*Assignment*. Retype every entry exactly, character for character.

(Collected data)
= Beginning of Section =
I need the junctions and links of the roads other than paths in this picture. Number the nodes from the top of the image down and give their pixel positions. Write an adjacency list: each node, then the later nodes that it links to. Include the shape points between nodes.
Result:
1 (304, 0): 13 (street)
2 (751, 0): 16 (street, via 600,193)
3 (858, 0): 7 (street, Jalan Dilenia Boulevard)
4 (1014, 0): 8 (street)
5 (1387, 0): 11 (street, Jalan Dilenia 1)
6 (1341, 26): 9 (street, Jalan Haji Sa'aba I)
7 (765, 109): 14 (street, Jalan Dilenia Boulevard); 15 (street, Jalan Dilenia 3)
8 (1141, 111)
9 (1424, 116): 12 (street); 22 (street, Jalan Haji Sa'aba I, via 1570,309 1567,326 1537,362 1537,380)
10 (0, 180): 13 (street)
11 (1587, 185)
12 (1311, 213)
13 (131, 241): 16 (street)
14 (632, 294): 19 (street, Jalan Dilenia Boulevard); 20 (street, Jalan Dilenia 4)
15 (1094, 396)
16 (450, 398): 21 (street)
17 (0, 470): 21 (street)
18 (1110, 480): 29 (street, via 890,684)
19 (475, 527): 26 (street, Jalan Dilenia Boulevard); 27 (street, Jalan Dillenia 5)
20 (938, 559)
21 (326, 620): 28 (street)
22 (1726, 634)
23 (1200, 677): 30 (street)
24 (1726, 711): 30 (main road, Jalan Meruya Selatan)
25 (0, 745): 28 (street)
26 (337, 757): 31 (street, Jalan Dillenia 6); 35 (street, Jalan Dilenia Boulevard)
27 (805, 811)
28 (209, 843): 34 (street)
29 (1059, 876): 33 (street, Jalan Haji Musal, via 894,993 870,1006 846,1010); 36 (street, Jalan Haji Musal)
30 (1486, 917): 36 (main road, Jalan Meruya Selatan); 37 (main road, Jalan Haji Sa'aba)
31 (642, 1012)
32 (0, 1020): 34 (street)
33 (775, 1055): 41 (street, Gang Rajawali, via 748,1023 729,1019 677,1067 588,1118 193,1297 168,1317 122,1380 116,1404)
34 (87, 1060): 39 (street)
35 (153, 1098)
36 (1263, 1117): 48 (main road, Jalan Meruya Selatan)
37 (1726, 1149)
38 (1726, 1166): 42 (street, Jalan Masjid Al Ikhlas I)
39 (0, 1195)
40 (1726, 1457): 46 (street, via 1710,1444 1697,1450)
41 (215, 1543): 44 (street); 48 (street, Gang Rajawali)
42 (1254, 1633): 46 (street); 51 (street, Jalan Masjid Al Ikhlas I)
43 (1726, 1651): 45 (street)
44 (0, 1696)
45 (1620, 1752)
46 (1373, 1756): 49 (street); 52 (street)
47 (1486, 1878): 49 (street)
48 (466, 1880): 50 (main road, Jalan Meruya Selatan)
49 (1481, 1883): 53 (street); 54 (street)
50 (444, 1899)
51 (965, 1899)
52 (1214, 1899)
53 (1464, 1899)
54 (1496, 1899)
= End of Section =
*Solution to the problem*.
I need the junctions and links of the roads other than paths in this picture. Number the nodes from the top of the image down and give their pixel positions. Write an adjacency list: each node, then the later nodes that it links to. Include the shape points between nodes.
Result:
1 (304, 0): 13 (street)
2 (751, 0): 16 (street, via 600,193)
3 (858, 0): 7 (street, Jalan Dilenia Boulevard)
4 (1014, 0): 8 (street)
5 (1387, 0): 11 (street, Jalan Dilenia 1)
6 (1341, 26): 9 (street, Jalan Haji Sa'aba I)
7 (765, 109): 14 (street, Jalan Dilenia Boulevard); 15 (street, Jalan Dilenia 3)
8 (1141, 111)
9 (1424, 116): 12 (street); 22 (street, Jalan Haji Sa'aba I, via 1570,309 1567,326 1537,362 1537,380)
10 (0, 180): 13 (street)
11 (1587, 185)
12 (1311, 213)
13 (131, 241): 16 (street)
14 (632, 294): 19 (street, Jalan Dilenia Boulevard); 20 (street, Jalan Dilenia 4)
15 (1094, 396)
16 (450, 398): 21 (street)
17 (0, 470): 21 (street)
18 (1110, 480): 29 (street, via 890,684)
19 (475, 527): 26 (street, Jalan Dilenia Boulevard); 27 (street, Jalan Dillenia 5)
20 (938, 559)
21 (326, 620): 28 (street)
22 (1726, 634)
23 (1200, 677): 30 (street)
24 (1726, 711): 30 (main road, Jalan Meruya Selatan)
25 (0, 745): 28 (street)
26 (337, 757): 31 (street, Jalan Dillenia 6); 35 (street, Jalan Dilenia Boulevard)
27 (805, 811)
28 (209, 843): 34 (street)
29 (1059, 876): 33 (street, Jalan Haji Musal, via 894,993 870,1006 846,1010); 36 (street, Jalan Haji Musal)
30 (1486, 917): 36 (main road, Jalan Meruya Selatan); 37 (main road, Jalan Haji Sa'aba)
31 (642, 1012)
32 (0, 1020): 34 (street)
33 (775, 1055): 41 (street, Gang Rajawali, via 748,1023 729,1019 677,1067 588,1118 193,1297 168,1317 122,1380 116,1404)
34 (87, 1060): 39 (street)
35 (153, 1098)
36 (1263, 1117): 48 (main road, Jalan Meruya Selatan)
37 (1726, 1149)
38 (1726, 1166): 42 (street, Jalan Masjid Al Ikhlas I)
39 (0, 1195)
40 (1726, 1457): 46 (street, via 1710,1444 1697,1450)
41 (215, 1543): 44 (street); 48 (street, Gang Rajawali)
42 (1254, 1633): 46 (street); 51 (street, Jalan Masjid Al Ikhlas I)
43 (1726, 1651): 45 (street)
44 (0, 1696)
45 (1620, 1752)
46 (1373, 1756): 49 (street); 52 (street)
47 (1486, 1878): 49 (street)
48 (466, 1880): 50 (main road, Jalan Meruya Selatan)
49 (1481, 1883): 53 (street); 54 (street)
50 (444, 1899)
51 (965, 1899)
52 (1214, 1899)
53 (1464, 1899)
54 (1496, 1899)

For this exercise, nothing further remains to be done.